On another visit, we ordered a starter called farinata, a chickpea flour pancake that topped with arugula, tomatoes, and shaved parmesan cheese. Variants of this item are popular all over Italy and in Provence but it isn’t often seen in American restaurants, and that’s unfortunate. It’s just garbanzo flour, herbs, oil, and water made into a fluffy pancake, but it has a warm wholesomeness and is healthy to boot – gluten free, high-protein, and nutritious. Cheers are due to Locale 90 for offering it, but they really should let their customers know what it is.

Another item needs a description for a different reason. The Caesar salad appears to be the usual, lettuce with dressing, herbs, anchovies, and croutons, but they use fresh marinated anchovies here and it makes a big difference. When you bite into one of the little filets, instead of a blast of fishy saltiness you get a much less intense and more interesting flavor. Some people may prefer the balance of a traditional Caesar, but to me, this is almost a different salad.

As for the pizzas that are the main event here, they go well outside the ordinary without compromising their Italian ideal. On one memorable day, they offered a special white pizza with Brussels sprouts and n’duja, a spicy spreadable type of Italian meat paste from Calabria. If you haven’t had that before, think of a very peppery salami made into a rich, fatty meat spread. It went remarkably well with the cabbagey sprouts, and we were delighted that we happened to be there when it was offered.

There are some adventurous items on the regular menu too, such as a pizza puttanesca and a white (tomato-less) pizza with thyme-roasted mushrooms, shaved padano cheese, and chives. White pizzas made of flatbread topped with mild cheese are probably much older than tomato based pizzas; the first mention of a pizza is said to date from the year 997, at least 500 years before tomatoes made it to Italy. The fact that they lack that tangy sweetness of tomato sauce means that they can be more subtle, even bland. That’s certainly not a problem with this one because the roasted mushrooms with chives had plenty of flavor, and I could have easily eaten a bowl of them as a side order. If you haven’t had a white pizza before, or tried one and didn’t enjoy it, this is a great introduction to a new experience.

It’s unclear whether puttanesca sauce got its name because it was invented by Sicilian prostitutes or was compared to them because it’s hot and spicy, but it’s usually used for pastas rather than pizza. The tomato with anchovies, capers, olives, oregano, and chili shows a great new use for a classic sauce and is a must-have for those who like big flavors.

One thing to know about the toppings here: don’t expect the lavish pile of meat and vegetables you get in a New York pie. Not only will the ultra-thin crust not support it, it’s not how people in Italy like it. These are lighter and more delicate, and if you order one pizza per person you’re likely to be pleasantly full and have no leftovers.  

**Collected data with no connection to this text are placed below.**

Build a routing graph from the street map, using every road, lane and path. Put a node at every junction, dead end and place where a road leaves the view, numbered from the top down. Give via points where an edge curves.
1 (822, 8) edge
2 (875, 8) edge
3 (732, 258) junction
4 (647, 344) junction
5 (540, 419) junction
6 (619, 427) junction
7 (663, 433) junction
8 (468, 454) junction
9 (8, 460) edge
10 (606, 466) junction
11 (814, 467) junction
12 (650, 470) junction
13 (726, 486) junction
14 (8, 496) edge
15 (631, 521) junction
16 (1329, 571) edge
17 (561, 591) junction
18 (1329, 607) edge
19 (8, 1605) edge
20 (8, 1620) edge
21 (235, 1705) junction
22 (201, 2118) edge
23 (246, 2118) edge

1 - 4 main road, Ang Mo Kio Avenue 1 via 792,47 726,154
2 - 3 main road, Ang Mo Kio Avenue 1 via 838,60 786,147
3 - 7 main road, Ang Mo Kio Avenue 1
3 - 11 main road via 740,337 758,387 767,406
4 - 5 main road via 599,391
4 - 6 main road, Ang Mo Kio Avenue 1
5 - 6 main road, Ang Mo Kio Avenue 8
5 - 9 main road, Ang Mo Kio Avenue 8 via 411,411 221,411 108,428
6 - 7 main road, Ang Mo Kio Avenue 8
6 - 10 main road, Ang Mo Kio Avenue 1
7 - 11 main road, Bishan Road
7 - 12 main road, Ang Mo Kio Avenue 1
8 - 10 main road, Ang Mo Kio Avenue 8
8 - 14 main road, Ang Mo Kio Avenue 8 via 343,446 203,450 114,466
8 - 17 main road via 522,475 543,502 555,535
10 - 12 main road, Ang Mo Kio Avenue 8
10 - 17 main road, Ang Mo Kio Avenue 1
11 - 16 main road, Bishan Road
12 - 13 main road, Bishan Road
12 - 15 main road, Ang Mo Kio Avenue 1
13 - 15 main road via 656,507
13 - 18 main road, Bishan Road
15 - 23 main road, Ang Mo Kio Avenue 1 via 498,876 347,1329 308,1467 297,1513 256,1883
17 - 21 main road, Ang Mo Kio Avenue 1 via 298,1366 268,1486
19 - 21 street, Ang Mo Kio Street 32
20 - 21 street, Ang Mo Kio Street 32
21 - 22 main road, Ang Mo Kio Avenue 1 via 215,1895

Locale 90 offers a selection of wines and local beers at reasonable prices, with almost everything below ten dollars a glass. The Santandi Vermentino was a noteworthy pairing with the spicy dishes, a white that blossoms in the presence of vinegar and peppers.

Desserts are offered including a pizza topped with nutella and powdered sugar that looked and smelled wonderful as it went by, but on my recent visits, we hadn’t left enough room for one. It looked rich enough to be a fine finish for at least four people, who would have to take a long walk on the beach afterward to burn off the calories.

Locale 90 is a specialist at what they do, and they deserve praise for sticking to their Italian roots while others chase trends. If you’re looking for a moderately priced but excellent lunch or dinner just steps from the beach, it’s worth a visit.

Locale 90 is at 1040 Hermosa Avenue in Hermosa. Open daily at 11:30 a.m. – open until 3 p.m. and then from 5 p.m. to 9 p.m. Su-Thu, open all day until 10 p.m. Fr-Sa. Street parking, wheelchair access OK. Beer and wine served, corkage $15, some vegetarian items. Menu at locale90.com, phone 310-372-9090.